Stored data
____________
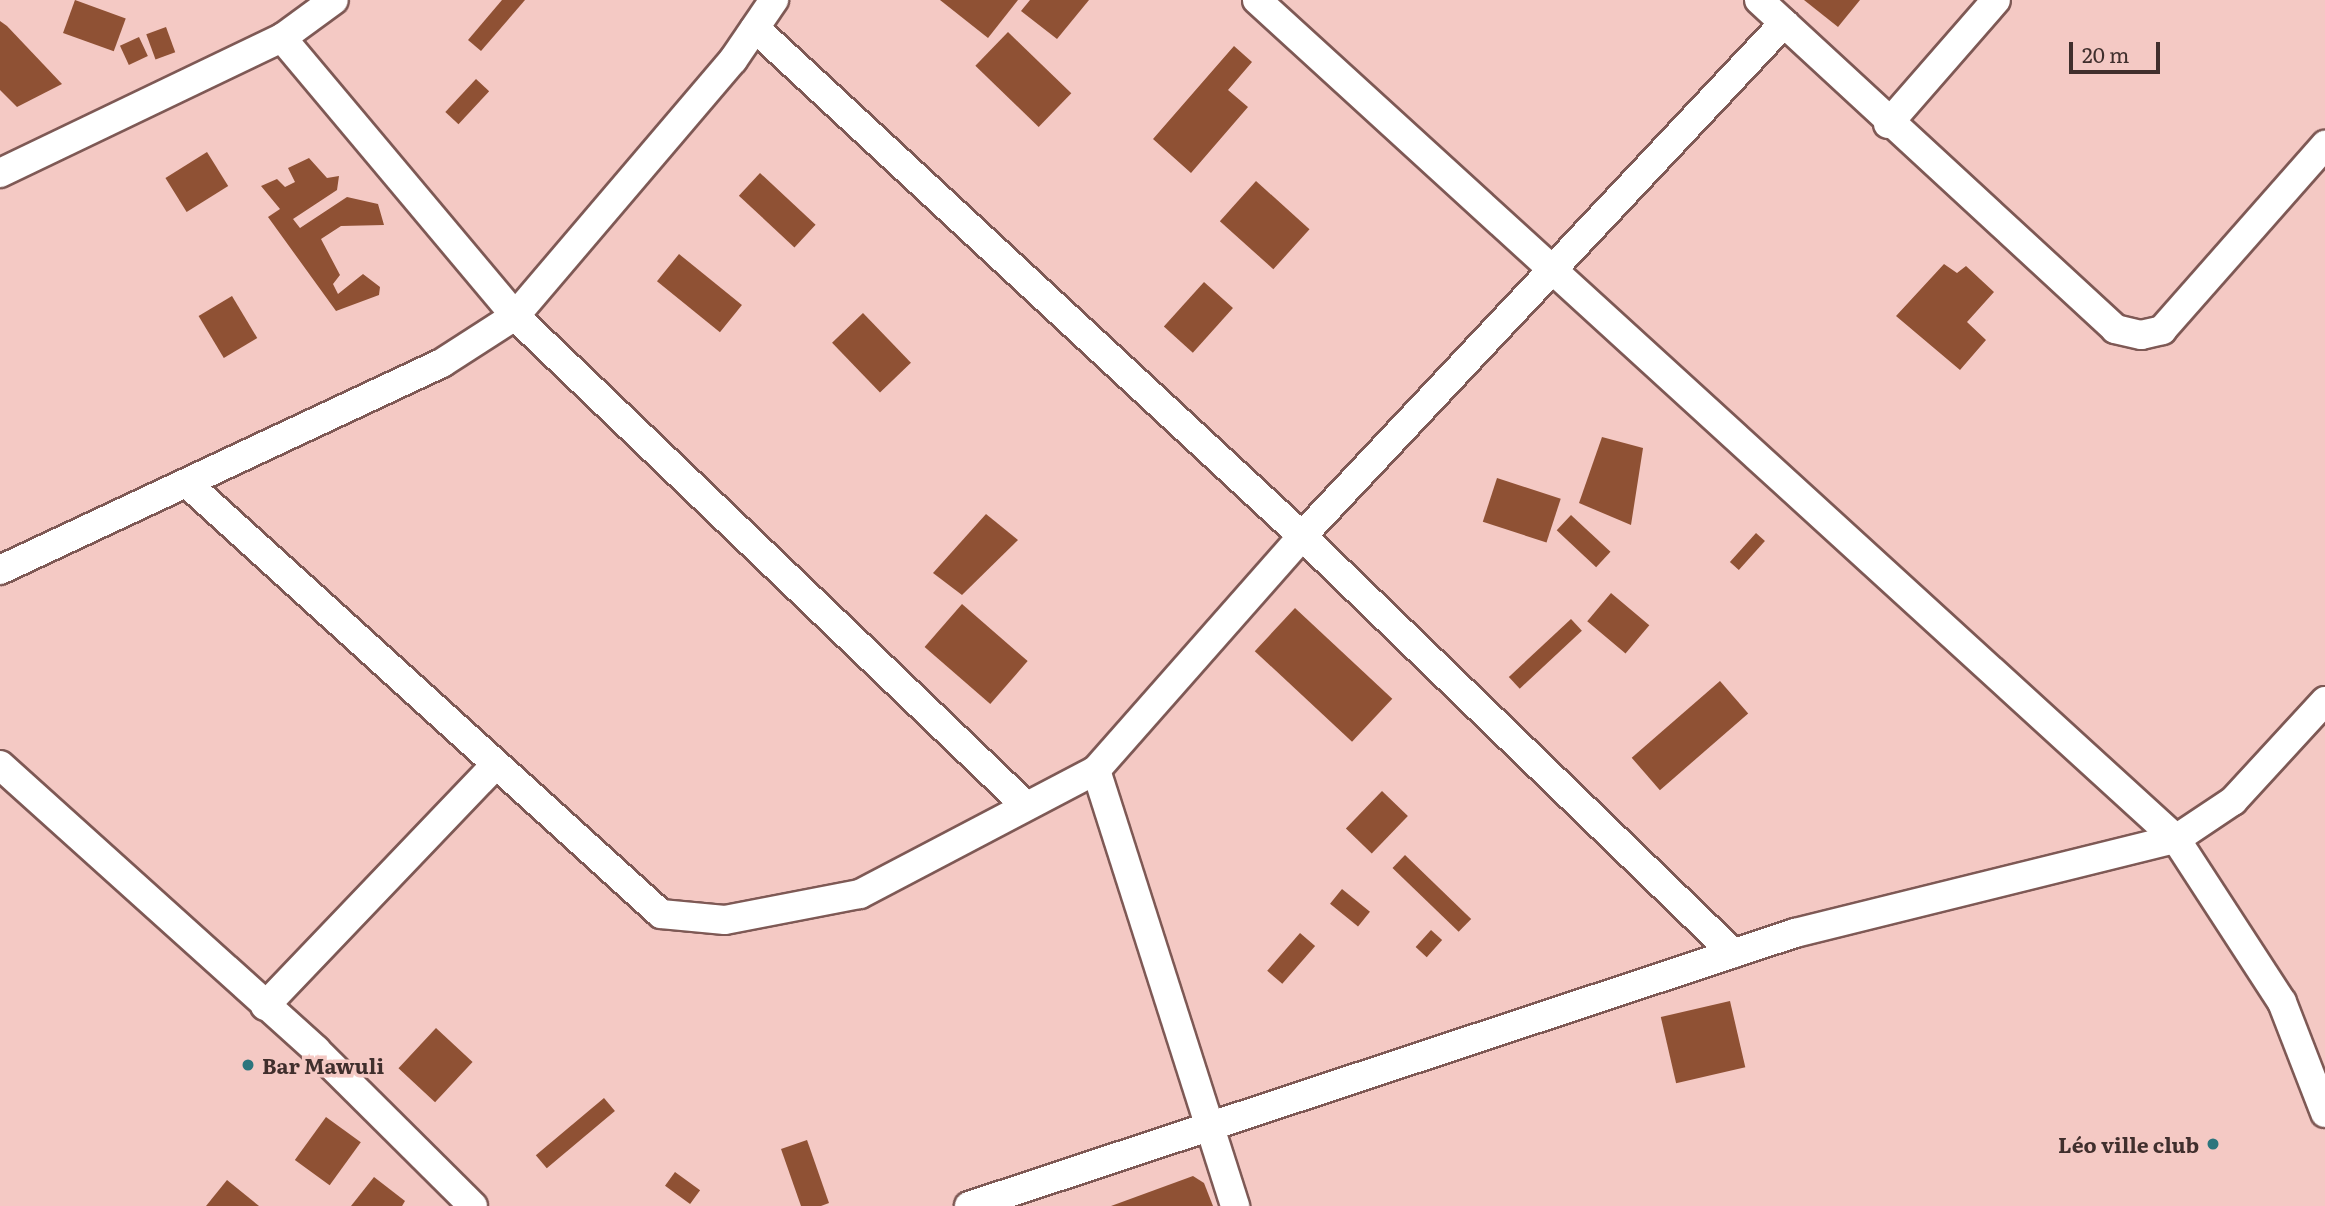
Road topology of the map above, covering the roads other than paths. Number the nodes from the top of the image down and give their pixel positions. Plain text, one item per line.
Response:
1 (334, 0) edge
2 (774, 0) edge
3 (1257, 0) edge
4 (1759, 0) edge
5 (1996, 0) edge
6 (1784, 23) junction
7 (755, 28) junction
8 (282, 38) junction
9 (1888, 124) junction
10 (2325, 145) edge
11 (0, 173) edge
12 (1558, 269) junction
13 (515, 316) junction
14 (190, 486) junction
15 (1302, 536) junction
16 (0, 570) edge
17 (2325, 701) edge
18 (0, 765) edge
19 (494, 766) junction
20 (1096, 770) junction
21 (1023, 803) junction
22 (2176, 839) junction
23 (1732, 953) junction
24 (265, 1006) junction
25 (2314, 1052) edge
26 (2325, 1112) edge
27 (1209, 1127) junction
28 (472, 1206) edge
29 (969, 1206) edge
30 (1235, 1206) edge

1 - 8 street
2 - 7 street
3 - 12 street
4 - 6 street
5 - 9 street
6 - 9 street
6 - 12 street
7 - 13 street
7 - 15 street
8 - 11 street
8 - 13 street
9 - 10 street
12 - 15 street
12 - 22 street
13 - 14 street
13 - 21 street
14 - 16 street
14 - 19 street
15 - 20 street
15 - 23 street
17 - 22 street
18 - 24 street
19 - 21 street
19 - 24 street
20 - 21 street
20 - 27 street
22 - 23 street
22 - 25 street
23 - 27 street
24 - 28 street
25 - 26 street
27 - 29 street
27 - 30 street

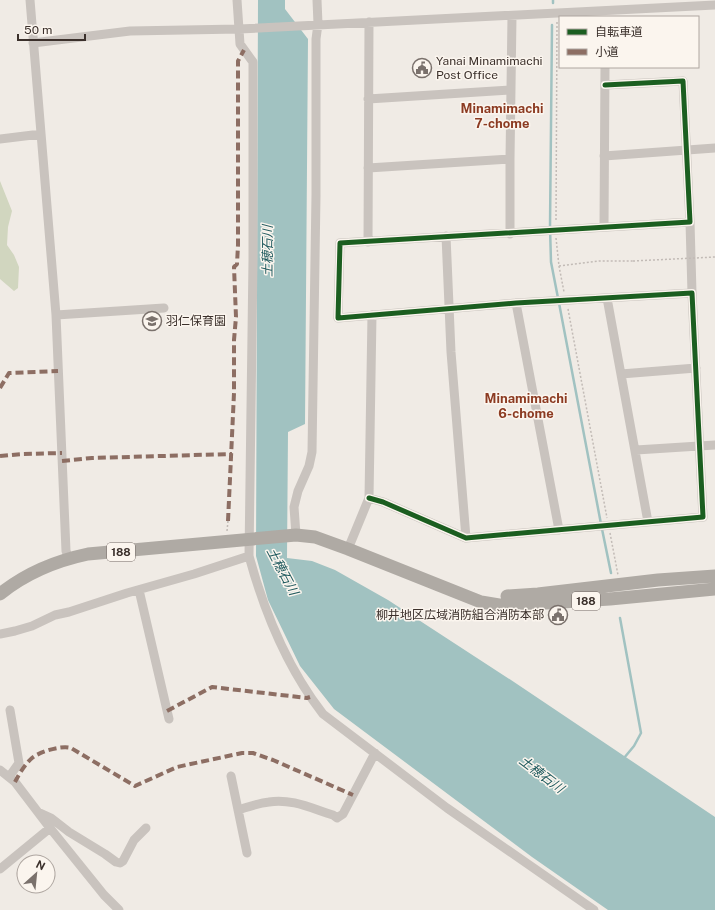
____________
#### [ASSIGNED TASK]
Without including any picture, retype the entries exactly.

#### [TASK RESPONSE]
Road topology of the map above, covering the roads other than paths. Number the nodes from the top of the image down and give their pixel positions. Plain text, one item per line.
Response:
1 (334, 0) edge
2 (774, 0) edge
3 (1257, 0) edge
4 (1759, 0) edge
5 (1996, 0) edge
6 (1784, 23) junction
7 (755, 28) junction
8 (282, 38) junction
9 (1888, 124) junction
10 (2325, 145) edge
11 (0, 173) edge
12 (1558, 269) junction
13 (515, 316) junction
14 (190, 486) junction
15 (1302, 536) junction
16 (0, 570) edge
17 (2325, 701) edge
18 (0, 765) edge
19 (494, 766) junction
20 (1096, 770) junction
21 (1023, 803) junction
22 (2176, 839) junction
23 (1732, 953) junction
24 (265, 1006) junction
25 (2314, 1052) edge
26 (2325, 1112) edge
27 (1209, 1127) junction
28 (472, 1206) edge
29 (969, 1206) edge
30 (1235, 1206) edge

1 - 8 street
2 - 7 street
3 - 12 street
4 - 6 street
5 - 9 street
6 - 9 street
6 - 12 street
7 - 13 street
7 - 15 street
8 - 11 street
8 - 13 street
9 - 10 street
12 - 15 street
12 - 22 street
13 - 14 street
13 - 21 street
14 - 16 street
14 - 19 street
15 - 20 street
15 - 23 street
17 - 22 street
18 - 24 street
19 - 21 street
19 - 24 street
20 - 21 street
20 - 27 street
22 - 23 street
22 - 25 street
23 - 27 street
24 - 28 street
25 - 26 street
27 - 29 street
27 - 30 street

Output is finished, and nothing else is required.